How should we respond to all this? Firstly by arguing that this is a question of democracy and that a government in a hung parliament has no right to change its leader without going for a general election. Even the media are now considering that if he becomes leader Johnson may not be capable of commanding a Commons majority. Labour has said it will table a no confidence motion immediately which it may win and that will set in train a general election.
Secondly, we have to organise from now against the new leader – still most likely Johnson. Every single campaign has to gear up to opposing the tax cuts for the rich, austerity, war mongering, sexism and racism which are part of Johnson’s DNA. We have to make it impossible for them to govern, since they have no mandate to do so. The whole effort of the wider labour movement should be turned towards this agitation and towards the demand for a general election.
Unfortunately Labour’s right has no intention of following either of these paths. Instead Tom Watson is relentlessly attacking the leadership and increasing his campaign for a second referendum. This is – let’s be clear – an alternative to a general election, because the last thing Watson wants is a Corbyn led government. The demand for a second referendum is growing among the shadow cabinet, with John McDonnell retreating towards one in recent days.

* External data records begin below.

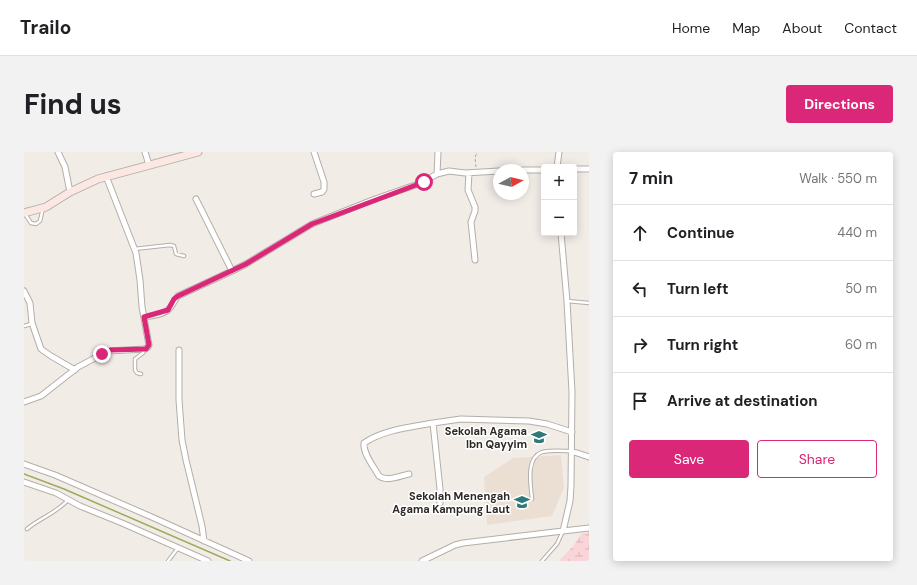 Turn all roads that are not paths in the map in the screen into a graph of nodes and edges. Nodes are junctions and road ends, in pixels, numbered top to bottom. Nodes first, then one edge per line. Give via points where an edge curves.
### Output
1 (58, 152) edge
2 (145, 152) edge
3 (198, 152) edge
4 (314, 152) edge
5 (438, 152) edge
6 (559, 152) edge
7 (557, 164) edge
8 (149, 165) junction
9 (577, 169) edge
10 (589, 169) edge
11 (529, 170) edge
12 (541, 170) edge
13 (493, 171) edge
14 (471, 173) junction
15 (437, 174) junction
16 (106, 176) junction
17 (70, 192) junction
18 (314, 194) dead end
19 (196, 199) dead end
20 (43, 208) junction
21 (24, 213) edge
22 (561, 236) edge
23 (134, 249) junction
24 (184, 256) dead end
25 (475, 260) dead end
26 (232, 271) junction
27 (24, 291) edge
28 (567, 301) junction
29 (589, 303) edge
30 (144, 317) junction
31 (32, 323) junction
32 (24, 326) edge
33 (144, 349) junction
34 (179, 350) dead end
35 (75, 370) junction
36 (141, 374) dead end
37 (24, 402) edge
38 (433, 423) junction
39 (572, 432) junction
40 (572, 451) junction
41 (589, 457) edge
42 (24, 464) edge
43 (409, 474) dead end
44 (24, 482) edge
45 (532, 499) dead end
46 (68, 500) junction
47 (440, 503) dead end
48 (589, 528) edge
49 (27, 529) dead end
50 (563, 529) junction
51 (204, 541) junction
52 (178, 548) junction
53 (202, 560) edge
54 (168, 561) edge
55 (208, 561) edge
56 (250, 561) edge
57 (422, 561) edge
58 (542, 561) edge

1 - 17 street via 65,167
2 - 8 street
3 - 8 street
4 - 18 street via 324,182 322,192
5 - 15 street
6 - 7 street
8 - 16 street
9 - 10 street
11 - 12 street
13 - 14 street
14 - 15 street via 449,171
14 - 25 street via 468,190 475,207 471,222
15 - 26 street via 421,183 312,224
16 - 17 street
16 - 23 street
17 - 20 street
19 - 26 street
20 - 21 street
20 - 21 lane via 40,221 36,224 31,223
22 - 28 street
23 - 24 lane via 170,245 174,246 176,254
23 - 30 street
26 - 30 street via 178,296 166,312
27 - 31 street via 29,299
28 - 29 lane
28 - 39 street
30 - 33 street via 149,345
31 - 32 lane
31 - 35 street via 43,351
33 - 35 street via 108,350
33 - 36 lane via 135,359 135,370
34 - 51 street via 182,440
35 - 37 street via 41,396
38 - 39 street via 465,419 529,421
38 - 43 street via 409,427 364,443 363,448 379,476 386,479
38 - 47 street
39 - 40 street
40 - 41 street
40 - 45 lane via 543,452 536,457 531,469
40 - 50 street via 571,486
42 - 51 street
44 - 46 street
46 - 49 lane via 59,509
46 - 52 street
48 - 50 street
50 - 57 street via 455,544
50 - 58 lane via 557,544
51 - 56 street
52 - 53 street
52 - 54 lane
53 - 55 street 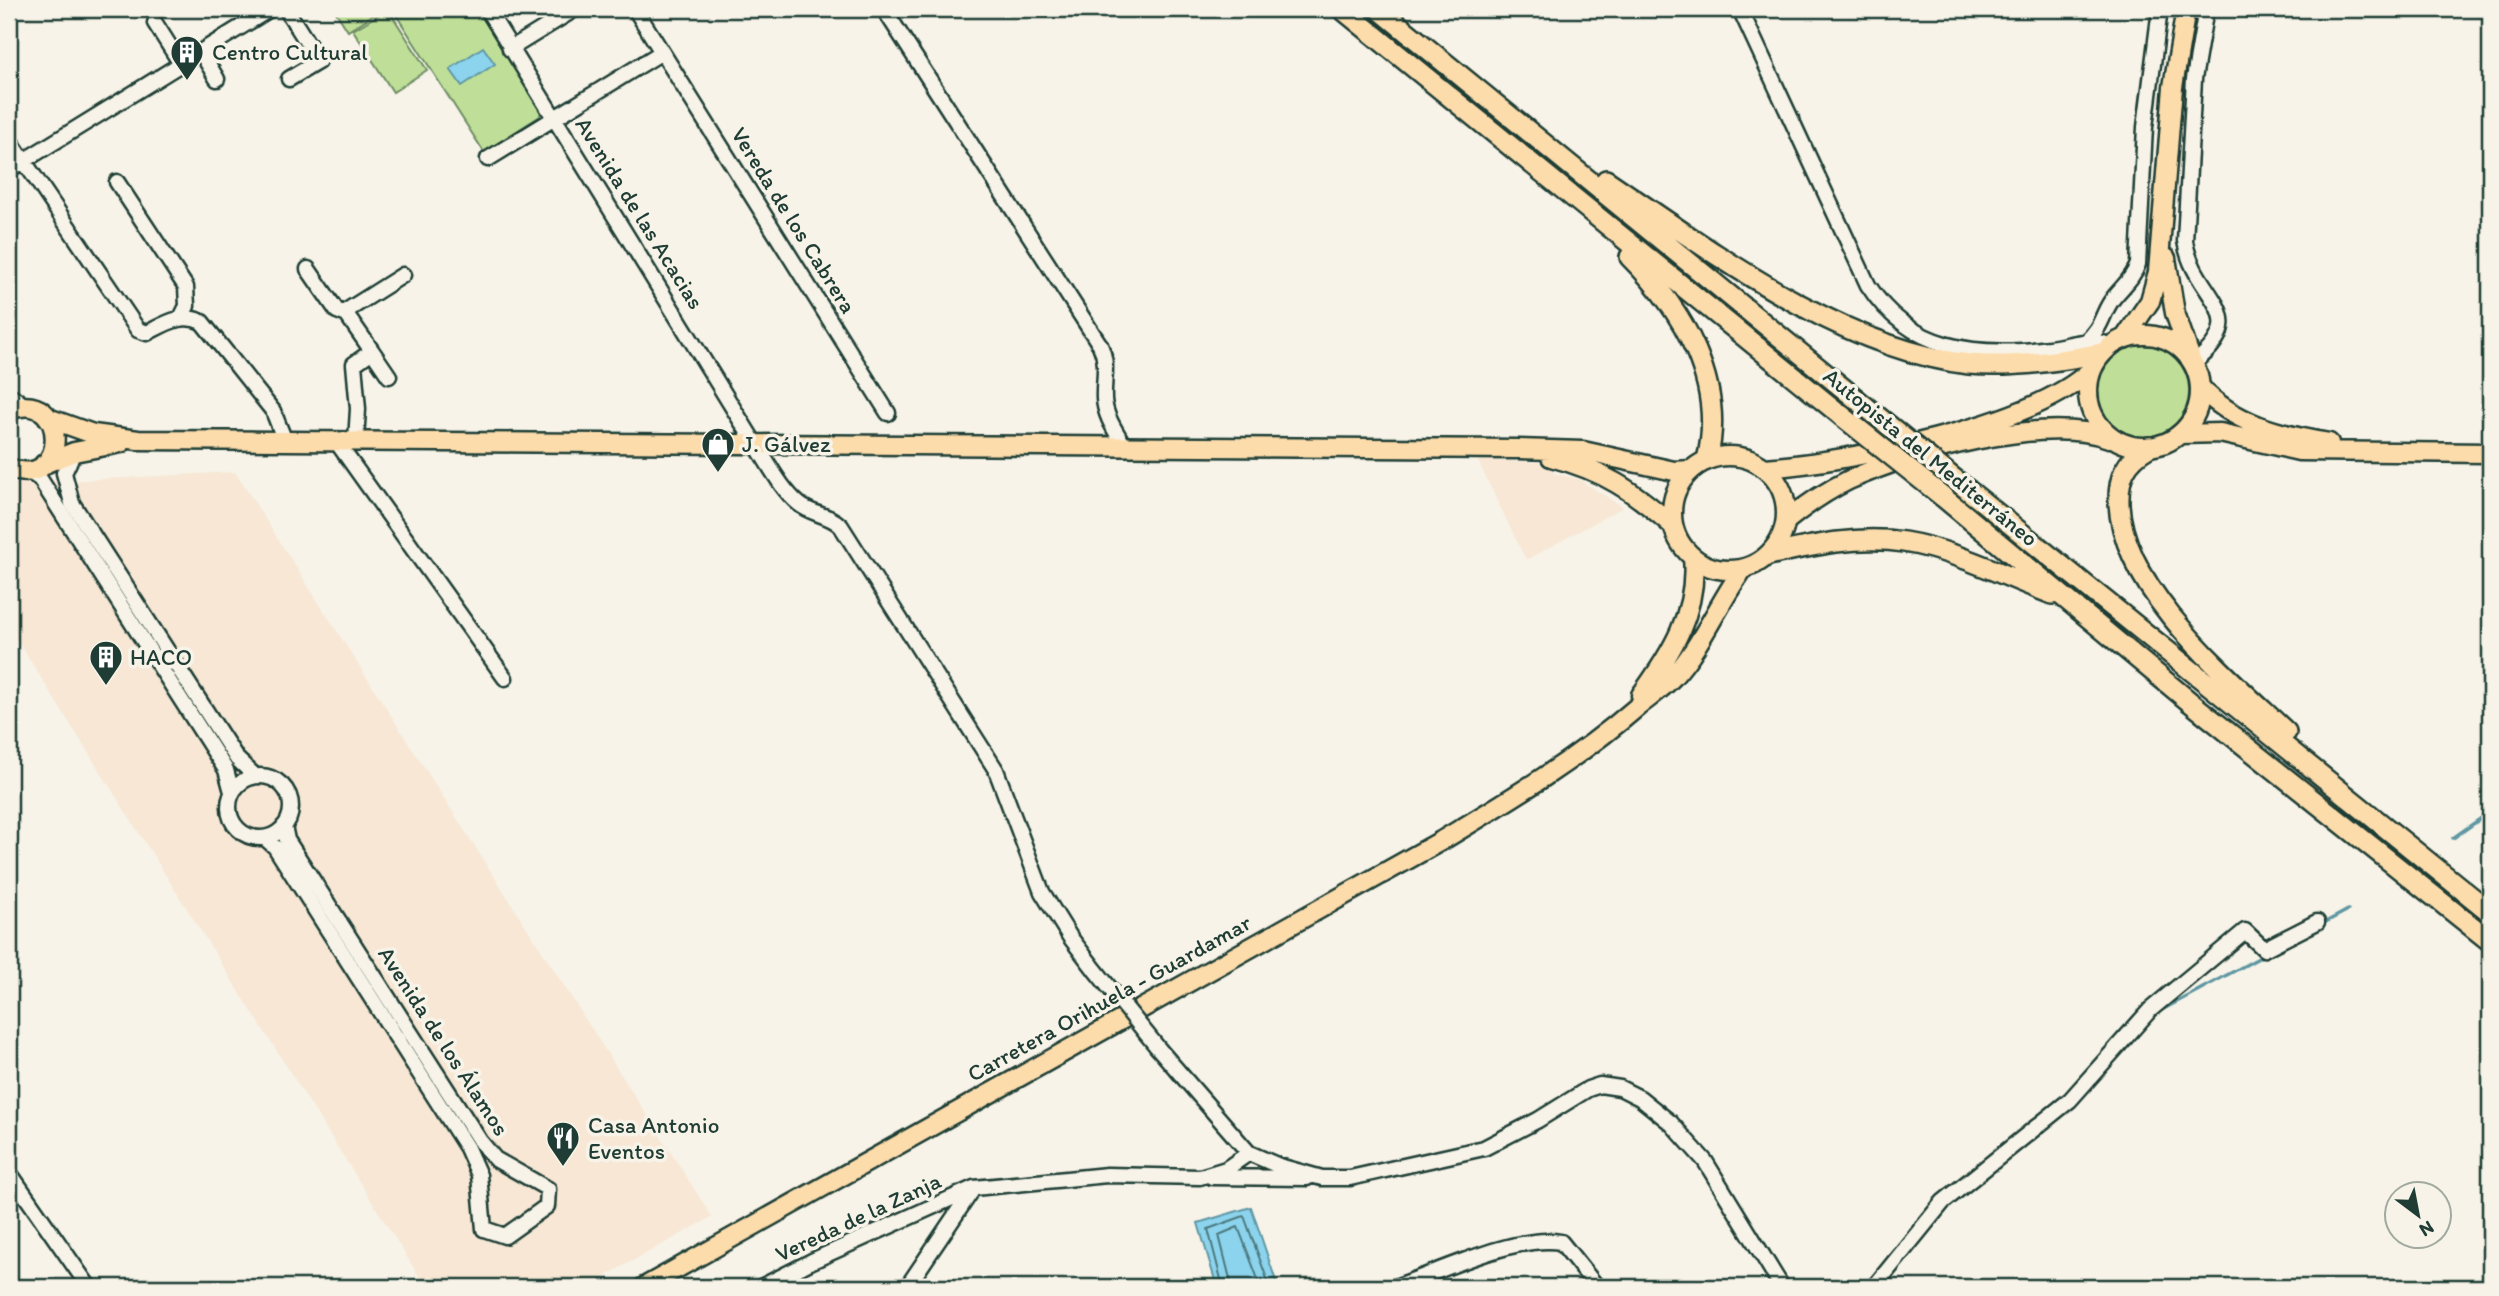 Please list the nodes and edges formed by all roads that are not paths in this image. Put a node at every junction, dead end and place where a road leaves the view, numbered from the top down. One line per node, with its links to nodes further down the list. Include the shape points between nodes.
1 (270, 9): 15 (street)
2 (286, 9): 19 (street, via 319,61)
3 (487, 9): 14 (street, Avenida de las Acacias)
4 (575, 9): 14 (street)
5 (635, 9): 16 (street, Vereda de los Cabrera)
6 (884, 9): 52 (street, via 1100,345 1107,360 1107,415)
7 (1342, 9): 20 (highway, Autopista del Mediterráneo)
8 (1379, 9): 23 (highway, Autopista del Mediterráneo)
9 (1740, 9): 34 (street, via 1880,303 1917,333 1959,350 2021,352)
10 (2160, 9): 33 (street, via 2145,127 2138,264 2114,296)
11 (2186, 9): 28 (main road, via 2173,87)
12 (2206, 9): 37 (street, via 2194,79 2185,241 2192,267 2222,317 2223,328 2211,349)
13 (155, 23): 17 (street)
14 (510, 49): 21 (street, Avenida de las Acacias)
15 (201, 51): 17 (street); 18 (street)
16 (662, 51): 21 (street); 43 (street, Vereda de los Cabrera)
17 (181, 64): 25 (street)
18 (217, 79)
19 (289, 79)
20 (1474, 116): 59 (highway, via 1661,289 1688,331 1703,366 1713,437); 68 (highway, Autopista del Mediterráneo, bridge)
21 (554, 118): 24 (street); 51 (street, Avenida de las Acacias)
22 (9, 139): 25 (street)
23 (1543, 144): 35 (highway, via 1739,268 1883,344 1972,364 2068,360); 76 (highway, Autopista del Mediterráneo, bridge)
24 (488, 159)
25 (23, 161): 26 (street); 32 (street, via 138,330 147,333)
26 (9, 170)
27 (117, 182): 32 (street, via 186,287 187,306)
28 (2165, 219): 35 (main road, via 2150,301); 37 (main road, via 2167,272)
29 (308, 269): 31 (street)
30 (403, 275): 31 (street)
31 (343, 313): 36 (street)
32 (181, 318): 48 (street, via 202,322 273,411)
33 (2104, 321): 34 (street); 35 (street)
34 (2085, 342): 35 (street)
35 (2111, 345): 37 (main road, via 2142,335 2161,337 2178,346); 38 (main road)
36 (372, 351): 39 (street); 50 (street, via 354,364)
37 (2192, 362): 40 (main road)
38 (2091, 370): 47 (main road, via 2088,401 2102,430); 61 (main road, via 2058,395 1981,425 1861,455)
39 (389, 376)
40 (2200, 387): 45 (main road, via 2199,405); 56 (main road, via 2218,405 2267,429 2332,443)
41 (9, 394): 42 (street)
42 (17, 408): 44 (main road)
43 (888, 413)
44 (48, 418): 46 (main road, via 85,431); 58 (main road, via 56,442)
45 (2180, 435): 53 (main road); 56 (main road, via 2220,433 2300,451)
46 (138, 440): 48 (main road); 55 (main road)
47 (2115, 440): 53 (main road); 63 (main road, via 2093,432 2040,430 1953,446 1847,481)
48 (285, 441): 49 (main road)
49 (336, 441): 50 (main road); 69 (street)
50 (356, 441): 51 (main road)
51 (754, 442): 52 (main road); 79 (street, Avenida de las Acacias, bridge, via 790,495 814,513 832,517 863,561 996,770 1042,892 1070,937)
52 (1123, 444): 54 (main road)
53 (2149, 447): 75 (highway, via 2125,465 2118,492 2128,546 2152,589 2230,678 2299,744)
54 (1518, 449): 59 (main road, via 1583,451 1674,471); 64 (main road, via 1589,467 1637,494)
55 (74, 452): 58 (main road); 62 (street, via 64,474)
56 (2427, 452): 57 (main road)
57 (2490, 453)
58 (43, 464): 60 (main road); 62 (street); 72 (street, via 40,479 226,770)
59 (1699, 465): 61 (main road, via 1728,456); 64 (main road, via 1679,486 1672,504)
60 (9, 468)
61 (1765, 468): 63 (main road, via 1781,492)
62 (72, 503): 71 (street, via 237,759)
63 (1786, 521): 65 (main road, via 1781,539)
64 (1672, 525): 66 (main road)
65 (1769, 555): 67 (main road); 68 (highway, via 1830,542 1902,542)
66 (1693, 558): 67 (main road, via 1716,570); 70 (main road, Carretera Orihuela - Guardamar, via 1695,583 1690,604 1671,650 1634,704)
67 (1743, 569): 70 (main road, Carretera Orihuela - Guardamar, via 1672,677)
68 (2066, 599): 78 (highway, Autopista del Mediterráneo)
69 (505, 678)
70 (1594, 745): 85 (main road, Carretera Orihuela - Guardamar, via 1441,841)
71 (255, 776): 72 (street); 73 (street, via 276,780 286,789 291,809)
72 (232, 792): 74 (street, via 232,821 245,834)
73 (284, 826): 74 (street); 74 (street, Avenida de los Álamos, via 287,841 480,1141 495,1159 548,1189 547,1206 505,1236 484,1228 479,1175 467,1148)
74 (266, 839)
75 (2490, 905)
76 (2490, 912)
77 (2317, 922): 91 (street, via 2264,948 2245,931 2150,1010 2070,1100 1943,1202)
78 (2490, 941)
79 (1249, 1153): 81 (street, via 1226,1169); 82 (street)
80 (9, 1172): 84 (street)
81 (1200, 1177): 82 (street, Vereda de la Zanja); 83 (street, Vereda de la Zanja, via 1094,1176)
82 (1322, 1178): 90 (street, Vereda de la Zanja, via 1350,1178 1484,1148 1588,1089 1600,1085 1620,1088 1671,1123 1706,1161)
83 (974, 1188): 86 (street, Vereda de la Zanja); 87 (street)
84 (89, 1287)
85 (644, 1287)
86 (761, 1287)
87 (907, 1287)
88 (1395, 1287): 89 (street, via 1543,1239 1561,1242)
89 (1597, 1287)
90 (1782, 1287)
91 (1874, 1287)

This would, I think, be disastrous for Labour and would cost it many seats and almost certainly a parliamentary majority. It would almost certainly have longer term effects on labour’s electoral support. And it would be a betrayal of a democratic result which will not be forgiven by many voters.
The left should not be fooled by this, whatever their views. A second referendum will play into the hands of Labour’s right, will strengthen Farage and his like, and will weaken Corbyn. Our high ground lies not in the often false Brexit divide but in campaigning over the kind of class politics which can win people to a left perspective.
Race, class, sex and American justice
I would urge everyone to catch up on the Netflix series When They See Us, the story of five black and Hispanic teenagers who were charged with the brutal rape of a lone jogger in Central Park, New York, back in the 1980s. These were kids against whom there was no evidence, apart from mutually contradictory statements extracted after hours of hunger and distress. Forensic evidence pointed to one attacker, whose DNA was different from all of the five, and police and prosecutors were aware of the weakness of the case before it even came to court.
A case that should have been thrown out instead ended in conviction, as it became politicised on racial lines – not least by the younger incarnation of Donald J Trump, who called for the death penalty. The accused were portrayed as a feral pack, the woman was a wealthy white. Despite protests at the time, they all spent years in jail, and the last ones were only freed when the real rapist confessed.
It reminded me of the Scottsboro Boys case from the 1930s Deep South where young blacks were again unjustly accused of raping white women. The racialised and sexualised nature of US justice hasn’t changed, and this is a powerful expose of how it operates.